The theme of returning to child-like innocence is expanded on at the end of Wild Seed when Doro pleads with Anyanwu not to take her life. After Anyanwu and Doro settle their hatred for each other and renew their intimacy, Doro begins his transition to greater innocence when he begs Anyanwu not to kill herself. As Anyanwu is about to take her life, Doro returns to a state of innocence, arguing that the human part of him is not dead and telling Anyanwu that “there isn’t anything [he] wouldn’t do to lie down beside [her] and die with [her];” Doro’s innocence is reflected in his wish to die comfortably with someone he cares about rather than build a society of immortals through a systematic breeding plan. Ultimately, the emotional trauma— which Doro has not experienced in many years—from Anyanwu arguing that Doro’s humanity has died, is what breaks Doro’s doctrine of viewing humanity as inconsequential, (a belief he was indoctrinated into by millenniums of emotionless murder he could not help but commit). Like an infant, Doro falls asleep on Anyanwu’s breast, “and at sunrise when he awoke, that breast was still warm, still rising and falling gently with her breathing,” and Doro is reborn (at least for now) a more innocent man who agrees with Anyanwu on a set of terms and conditions for his power (Butler 251).

In the context of perceived innocence, Butler’s work joins in conversation both the Harvard study and Hutchinson’s blog, and a commonality between those who are either perceived as less innocent, or—in the case of Wild Seed—those who regained a sense of innocence, is a lack of accepted cultural space. Sikivu touches on this point briefly without fully unpacking it because she is more focused on getting people to understand that this is not only a problem with black boys, but also with black girls. With this said, I think some more time should be spent considering this lack of cultural space and its consequences. Thomas loses cultural space because he is indoctrinated into Doro’s plot; he loses his autonomy and becomes isolated in the woods, living only for his next drink and having no cultural significance.
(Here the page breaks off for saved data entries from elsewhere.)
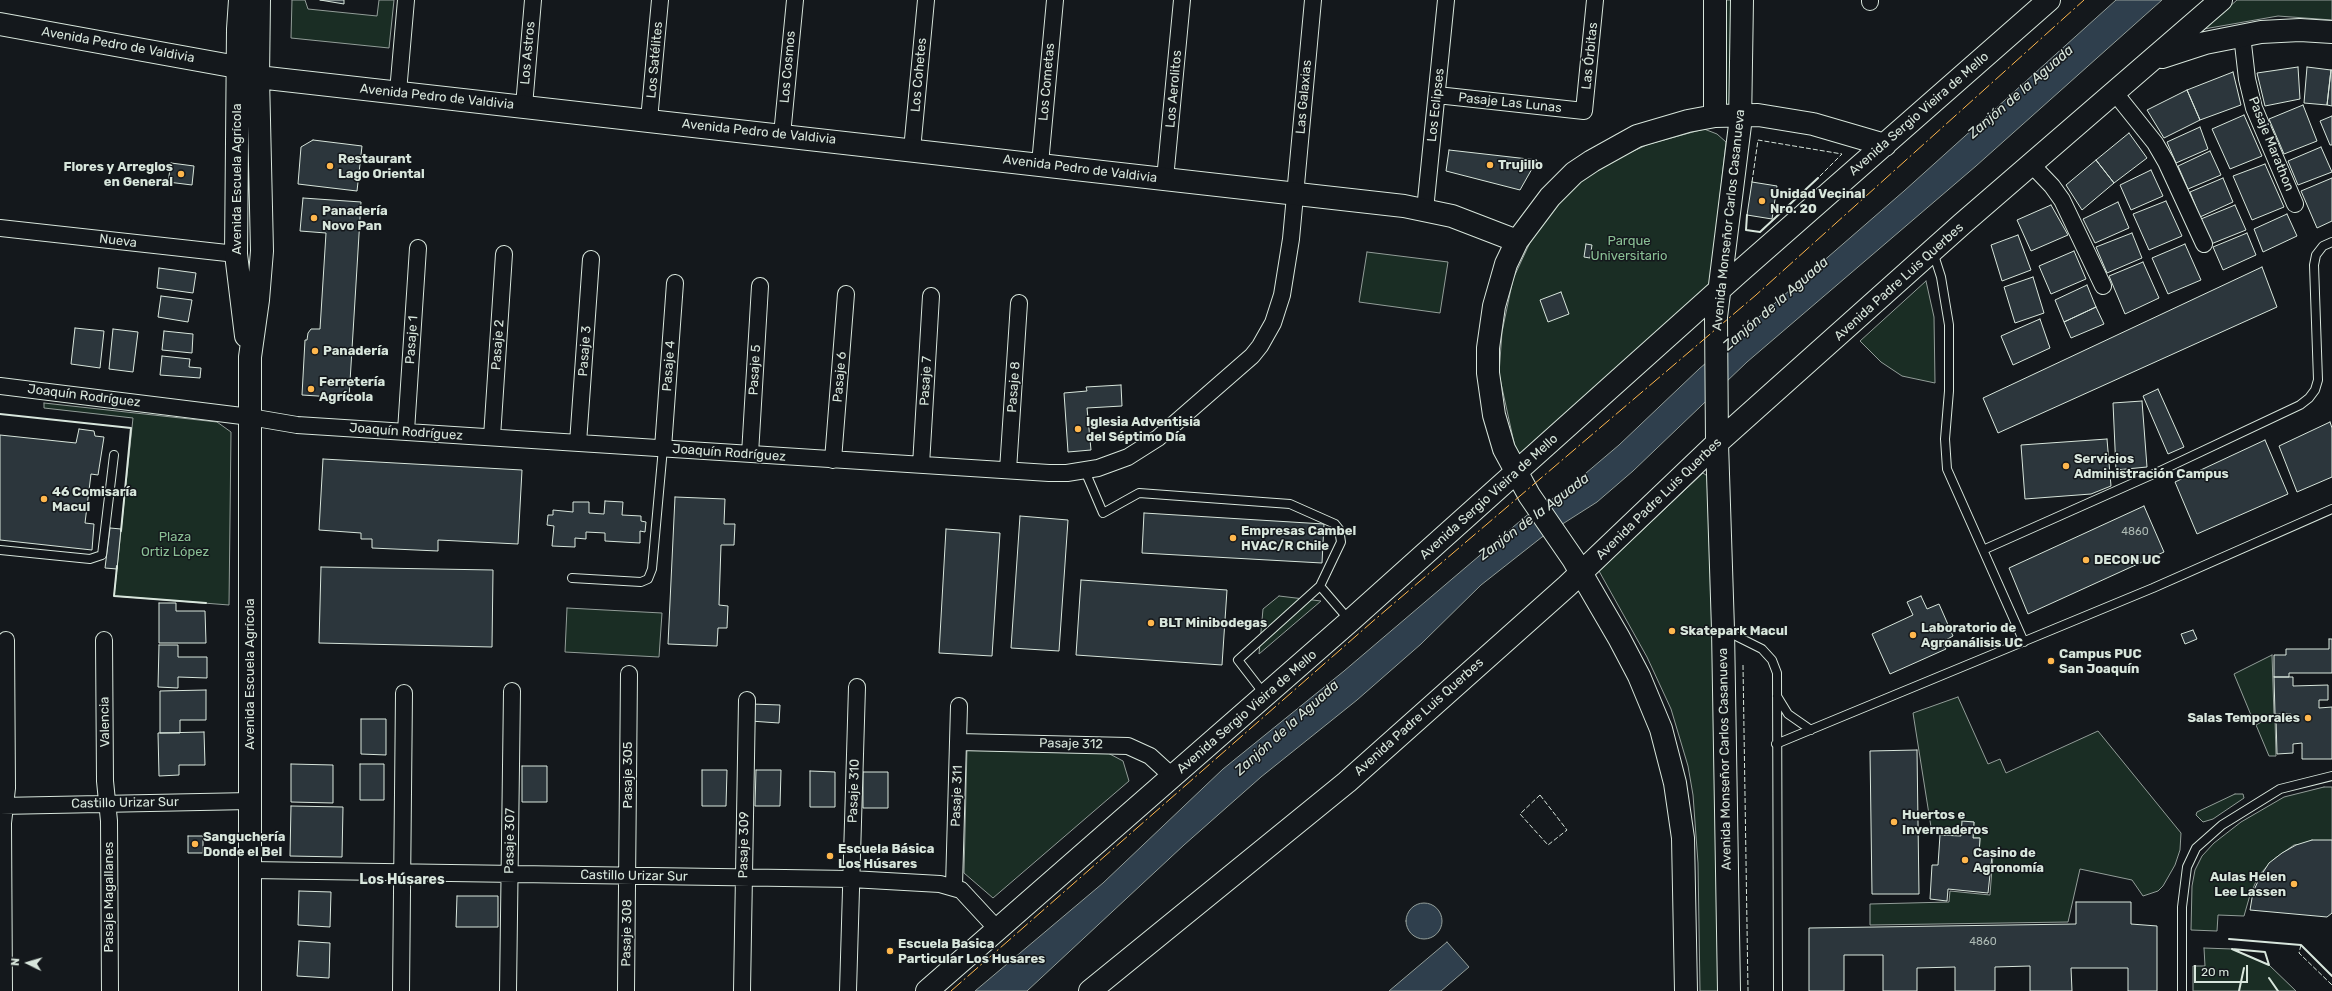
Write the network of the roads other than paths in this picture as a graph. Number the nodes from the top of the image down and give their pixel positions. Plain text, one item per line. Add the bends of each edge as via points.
1 (240, 0) edge
2 (259, 0) edge
3 (406, 0) edge
4 (533, 0) edge
5 (660, 0) edge
6 (795, 0) edge
7 (926, 0) edge
8 (1055, 0) edge
9 (1182, 0) edge
10 (1313, 0) edge
11 (1446, 0) edge
12 (1595, 0) edge
13 (1714, 0) edge
14 (1742, 0) edge
15 (2049, 0) edge
16 (2221, 0) edge
17 (0, 24) edge
18 (2332, 32) edge
19 (2242, 35) junction
20 (2153, 60) junction
21 (237, 67) junction
22 (258, 77) junction
23 (398, 92) junction
24 (2115, 93) junction
25 (1437, 95) junction
26 (524, 106) junction
27 (1584, 111) joint
28 (1740, 114) junction
29 (1715, 116) junction
30 (649, 120) junction
31 (782, 135) junction
32 (1885, 145) junction
33 (912, 150) junction
34 (1040, 164) junction
35 (2031, 164) junction
36 (1165, 179) junction
37 (1295, 194) junction
38 (2296, 204) dead end
39 (1425, 210) junction
40 (0, 228) edge
41 (1517, 241) junction
42 (2332, 242) edge
43 (2204, 244) dead end
44 (418, 248) dead end
45 (1933, 252) junction
46 (236, 254) junction
47 (504, 254) dead end
48 (591, 259) dead end
49 (675, 283) dead end
50 (760, 286) dead end
51 (2103, 286) dead end
52 (1718, 290) junction
53 (846, 294) dead end
54 (930, 296) dead end
55 (1019, 303) dead end
56 (250, 357) junction
57 (0, 386) edge
58 (250, 417) junction
59 (406, 432) junction
60 (1717, 432) junction
61 (492, 437) junction
62 (578, 443) junction
63 (663, 448) junction
64 (750, 454) junction
65 (114, 455) dead end
66 (834, 460) junction
67 (921, 465) junction
68 (1008, 470) junction
69 (1085, 471) junction
70 (1516, 473) junction
71 (2332, 509) edge
72 (0, 550) edge
73 (1983, 550) junction
74 (1582, 573) junction
75 (572, 578) dead end
76 (1320, 586) junction
77 (1350, 621) junction
78 (1723, 629) junction
79 (6, 640) dead end
80 (104, 640) dead end
81 (2024, 642) junction
82 (629, 674) dead end
83 (857, 688) dead end
84 (512, 691) dead end
85 (404, 693) dead end
86 (1776, 693) junction
87 (1265, 696) junction
88 (747, 700) dead end
89 (959, 706) dead end
90 (1811, 730) junction
91 (959, 742) junction
92 (1776, 744) junction
93 (2332, 776) edge
94 (1173, 777) junction
95 (250, 801) junction
96 (107, 804) junction
97 (2, 806) edge
98 (250, 870) junction
99 (402, 872) junction
100 (510, 874) junction
101 (627, 876) junction
102 (744, 878) junction
103 (851, 880) junction
104 (954, 886) junction
105 (2, 923) edge
106 (998, 930) junction
107 (4, 991) edge
108 (110, 991) edge
109 (250, 991) edge
110 (401, 991) edge
111 (508, 991) edge
112 (626, 991) edge
113 (742, 991) edge
114 (848, 991) edge
115 (927, 991) edge
116 (1090, 991) edge
117 (1686, 991) edge
118 (1729, 991) edge
119 (1778, 991) edge
120 (2182, 991) edge

1 - 21 main road, Avenida Escuela Agrícola
2 - 22 main road, Avenida Escuela Agrícola
3 - 23 street
4 - 26 street, Los Astros
5 - 30 street, Los Satélites
6 - 31 street, Los Cosmos
7 - 33 street, Los Cohetes
8 - 34 street, Los Cometas
9 - 36 street, Los Aerolitos
10 - 37 street, Las Galaxias
11 - 25 street, Los Eclipses
12 - 27 street, Las Órbitas
13 - 29 main road, Avenida Monseñor Carlos Casanueva
14 - 28 main road, Avenida Monseñor Carlos Casanueva
15 - 32 main road, Avenida Sergio Vieira de Mello
16 - 20 main road, Avenida Padre Luis Querbes
17 - 21 main road, Avenida Pedro de Valdivia
18 - 19 main road via 2280,30
19 - 20 main road via 2186,48
19 - 38 street, Pasaje Marathon via 2247,79 2254,108
20 - 24 main road, Avenida Padre Luis Querbes
21 - 22 main road, Avenida Pedro de Valdivia
21 - 46 main road, Avenida Escuela Agrícola
22 - 23 main road, Avenida Pedro de Valdivia
22 - 56 main road, Avenida Escuela Agrícola via 262,251
23 - 26 main road, Avenida Pedro de Valdivia
24 - 35 main road, Avenida Padre Luis Querbes
24 - 43 street via 2163,156
25 - 27 street, Pasaje Las Lunas
25 - 39 street, Los Eclipses
26 - 30 main road, Avenida Pedro de Valdivia
28 - 29 main road
28 - 32 main road via 1813,124
28 - 52 main road, Avenida Monseñor Carlos Casanueva
29 - 41 main road via 1662,128 1632,139 1592,161 1574,173 1550,197
30 - 31 main road, Avenida Pedro de Valdivia
31 - 33 main road, Avenida Pedro de Valdivia
32 - 52 main road, Avenida Sergio Vieira de Mello
33 - 34 main road, Avenida Pedro de Valdivia
34 - 36 main road, Avenida Pedro de Valdivia
35 - 45 main road, Avenida Padre Luis Querbes
35 - 51 street via 2059,195
36 - 37 main road, Avenida Pedro de Valdivia
37 - 39 main road, Avenida Pedro de Valdivia
37 - 69 street, Joaquín Rodríguez via 1282,295 1273,323 1260,346 1242,366 1154,441 1117,462
39 - 41 main road, Avenida Pedro de Valdivia via 1478,224
40 - 46 street, Nueva
41 - 70 main road via 1506,264 1494,306 1488,361 1494,415 1504,449
42 - 73 lane via 2323,246 2316,255 2314,265 2318,375 2315,390 2309,398 2300,405 2165,469
44 - 59 street, Pasaje 1
45 - 60 main road, Avenida Padre Luis Querbes
45 - 73 lane via 1946,302 1950,351 1945,424 1947,469
46 - 56 main road, Avenida Escuela Agrícola
47 - 61 street, Pasaje 2
48 - 62 street, Pasaje 3
49 - 63 street, Pasaje 4
50 - 64 street, Pasaje 5
52 - 60 main road, Avenida Monseñor Carlos Casanueva
52 - 70 main road, Avenida Sergio Vieira de Mello
53 - 66 street, Pasaje 6
54 - 67 street, Pasaje 7
55 - 68 street, Pasaje 8
56 - 58 main road, Avenida Escuela Agrícola
57 - 58 street, Joaquín Rodríguez
58 - 59 street, Joaquín Rodríguez via 297,425
58 - 95 main road, Avenida Escuela Agrícola
59 - 61 street, Joaquín Rodríguez
60 - 74 main road, Avenida Padre Luis Querbes
60 - 78 main road, Avenida Monseñor Carlos Casanueva
61 - 62 street, Joaquín Rodríguez
62 - 63 street, Joaquín Rodríguez
63 - 64 street, Joaquín Rodríguez
63 - 75 lane via 652,569 648,579 641,582
64 - 66 street, Joaquín Rodríguez
65 - 72 lane via 102,555 90,559
66 - 67 street, Joaquín Rodríguez
67 - 68 street, Joaquín Rodríguez
68 - 69 street, Joaquín Rodríguez via 1048,473
69 - 76 lane via 1103,514 1120,502 1140,493 1290,504 1330,520 1339,529 1341,542
70 - 74 main road
70 - 77 main road, Avenida Sergio Vieira de Mello
71 - 81 lane
73 - 81 lane
74 - 116 main road, Avenida Padre Luis Querbes via 1347,782
74 - 117 main road via 1639,676 1661,730 1675,783 1683,838
76 - 77 lane
76 - 87 lane via 1238,660
77 - 87 main road, Avenida Sergio Vieira de Mello
78 - 86 lane via 1748,640 1772,660 1777,673
78 - 118 main road, Avenida Monseñor Carlos Casanueva
79 - 97 street via 7,788
80 - 96 street, Valencia
81 - 90 lane
82 - 101 street, Pasaje 305
83 - 103 street, Pasaje 310
84 - 100 street, Pasaje 307
85 - 99 street
86 - 90 lane via 1788,714
86 - 92 lane
87 - 94 main road, Avenida Sergio Vieira de Mello
88 - 102 street, Pasaje 309
89 - 91 street, Pasaje 311
90 - 92 lane
91 - 94 street, Pasaje 312 via 1128,746 1150,756
91 - 104 street, Pasaje 311
92 - 119 lane
93 - 120 lane via 2280,789 2222,825 2196,848 2187,867 2182,907
94 - 106 main road, Avenida Sergio Vieira de Mello
95 - 96 street, Castillo Urizar Sur
95 - 98 main road, Avenida Escuela Agrícola
96 - 97 street, Castillo Urizar Sur
96 - 108 street, Pasaje Magallanes
97 - 105 street
98 - 99 street, Castillo Urizar Sur
98 - 109 main road, Avenida Escuela Agrícola
99 - 100 street, Castillo Urizar Sur
99 - 110 street
100 - 101 street, Castillo Urizar Sur
100 - 111 street, Pasaje 307
101 - 102 street, Castillo Urizar Sur
101 - 112 street, Pasaje 308
102 - 103 street, Castillo Urizar Sur
102 - 113 street, Pasaje 309
103 - 104 street, Castillo Urizar Sur
103 - 114 street, Pasaje 310
104 - 106 street via 977,905
105 - 107 street
106 - 115 main road, Avenida Sergio Vieira de Mello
Similarly, Doro, without a race of his own, creates an extensive, multi-millennium breeding project in order to create a species similar to him and find his own cultural space. An area of common ground between Doro and Thomas is that their inability to find their own cultural space caused them to resist against other people’s cultural norms—Thomas and his alcoholism and un-cleanliness, and Doro and his incestuous breeding program (abomination!). This resistance serves as an important juncture between Butler’s fiction, and the black students Hutchinson writes about in her post: black girls in the classroom are often seen as troublemakers because of their “nonconformity with notions of white middle class femininity;” their attempts to create a cultural space of their own are seen as resistant to the people with power in schools— the white teachers that make up 83% of educators. Although Butler does not address education in Wild Seed, she ultimately addresses an issue that plagues black girls in American schools. Thomas demonstrates how hard it is to succeed when nobody accepts you—and Doro clarifies that resistance is both criminal and punishable as such.